If the size, in bytes, of the output file exceed this number, multiple
volumes will be
created. Minimum is equal to 256 kilobytes (256*1024). If
this option is absent, opensort will use the
maximum number allowed by the file system. No record will split between
two volumes.
-sorters n
Number of sorting
threads. Default
is 1, maximum is 8.
-directio
Use direct (unbuffered)
I/O. This is a
hint
opensort may ignore, and fall back to buffered I/O. Under Linux, if
opensort
has
been built with -DSPLICE flag, this option is ignored.
-single
Disable parallel I/O. This
option is
useful when the temporary file lays on the same
disk/array with input or
output files. Requires -z.
-statistics
Display statistics.
-k
[+,-]start,end,(t,n,i8,u8,i16,u16,i32,u32,i64,u64,float,double)
Specify a sort key in the
FLR. Start is
the offset
of the first byte of key, count from 0. End is the offset of the last
byte
of the key, count from 0. The optional plus or minus sign in front of
the
start offset indicates the order of the key, where
plus means ascending order and minus means descending order. If the
sign
is absent, plus is implied.

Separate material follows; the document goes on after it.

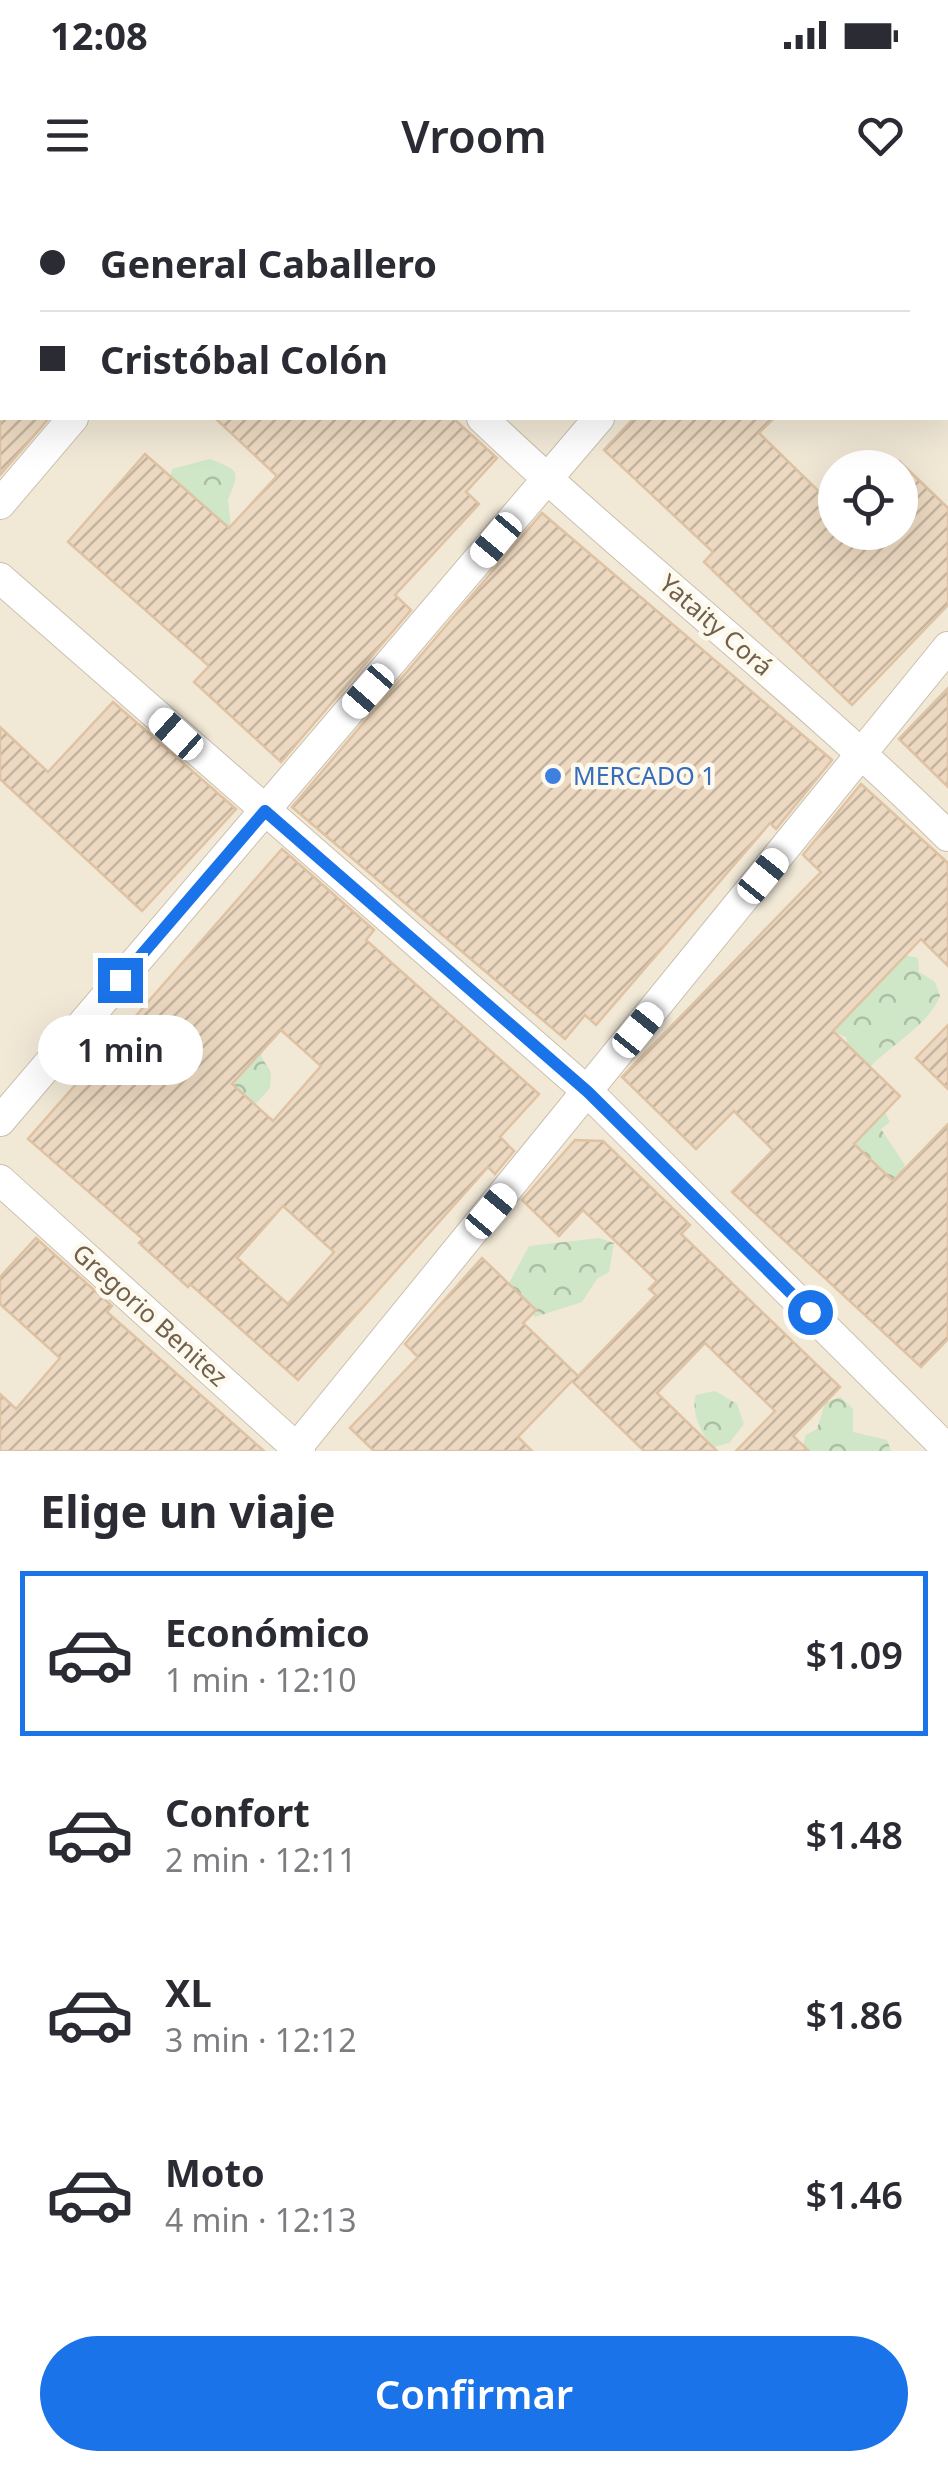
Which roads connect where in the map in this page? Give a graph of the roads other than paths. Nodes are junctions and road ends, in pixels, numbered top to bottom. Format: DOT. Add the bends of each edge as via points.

The last mandatory
option indicates the data type of key and is translated
as follows:
t: ASCII character or string.
n: Numeric string (String to sort according to its numerical
value).
i8, i16, i32, i64: 8/16/32/64 bit native signed integer.

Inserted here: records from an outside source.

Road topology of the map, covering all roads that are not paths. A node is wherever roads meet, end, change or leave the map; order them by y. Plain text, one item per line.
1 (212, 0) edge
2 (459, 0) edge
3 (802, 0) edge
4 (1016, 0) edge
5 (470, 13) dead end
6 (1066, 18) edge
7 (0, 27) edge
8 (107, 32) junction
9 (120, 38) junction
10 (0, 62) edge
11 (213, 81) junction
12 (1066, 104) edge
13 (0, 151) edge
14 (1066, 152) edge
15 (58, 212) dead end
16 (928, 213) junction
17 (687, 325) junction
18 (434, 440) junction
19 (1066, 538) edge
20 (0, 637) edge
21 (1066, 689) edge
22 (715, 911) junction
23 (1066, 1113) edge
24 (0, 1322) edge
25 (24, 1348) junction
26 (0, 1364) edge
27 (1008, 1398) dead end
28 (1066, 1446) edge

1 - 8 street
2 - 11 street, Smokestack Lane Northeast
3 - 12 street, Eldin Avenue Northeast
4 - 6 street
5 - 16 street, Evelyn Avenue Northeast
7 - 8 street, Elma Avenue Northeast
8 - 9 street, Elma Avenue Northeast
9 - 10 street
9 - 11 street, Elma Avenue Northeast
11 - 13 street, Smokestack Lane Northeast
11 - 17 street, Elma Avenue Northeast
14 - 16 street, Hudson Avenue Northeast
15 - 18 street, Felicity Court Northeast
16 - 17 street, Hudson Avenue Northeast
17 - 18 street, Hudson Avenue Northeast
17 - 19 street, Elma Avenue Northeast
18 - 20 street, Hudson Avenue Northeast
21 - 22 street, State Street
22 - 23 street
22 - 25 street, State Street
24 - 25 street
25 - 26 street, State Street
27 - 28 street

u8, u16, u32, u64: 8/16/32/64 bit native unsigned integer.
float: Native float (usually 32 bit)
double: Native double (usually 64 bit)
This option is mandatory and must appear at least once in the command
line, if -z has been used.
-k [+,-]pos,(t,n)
Specify a sort key in the
TEXT line.
Pos is the position of the key, as it is defined by a delimiter
character, count from 1.
The optional plus or minus sign in front of the position indicates the
order of the key, where plus means ascending order
and minus means descending order. If the sign
is absent, plus is implied. The last mandatory option indicates the
data type
of the key and is translated
as follows:
t: ASCII character or string.
n: Numeric string (String to sort according to its numerical
value).
This option is mandatory and must appear at least once in the command
line, if -delim has been used.
-detached
Use the detached sorter.
This
is the default sorter
option, able
to cover all possible key type and order combinations,
performing parallel I/O. Requires -z.
-pipeline
Use the pipeline sorter.
This option is a hint.
Opensort may
ignore
it and fallback to -detached option. It implements
a three stage
pipeline: read, sort and write. This sorter will perform
parallel I/O, optimized for multi disk/array systems,
where temporary file lays on a different physical media than
input and output files. Requires -z.
-earlyflush
Use the earlyflush sorter.
This option is a hint.
Opensort may
ignore
it and fallback to -detached option. This sorter is
optimized for RAM or CPU bound hardware and will perform
limited parallel I/O. Performs better in single disk/array systems
or
when temporary file lays on the same physical
media with input and output files. Combines well with -single
option. Requires -z.
-monoblock
Use the monoblock sorter.
This option is a hint.
Opensort may
ignore
it and fallback to -detached option. With this sorter
no parallel I/O is performed, unless more than one sorters are used.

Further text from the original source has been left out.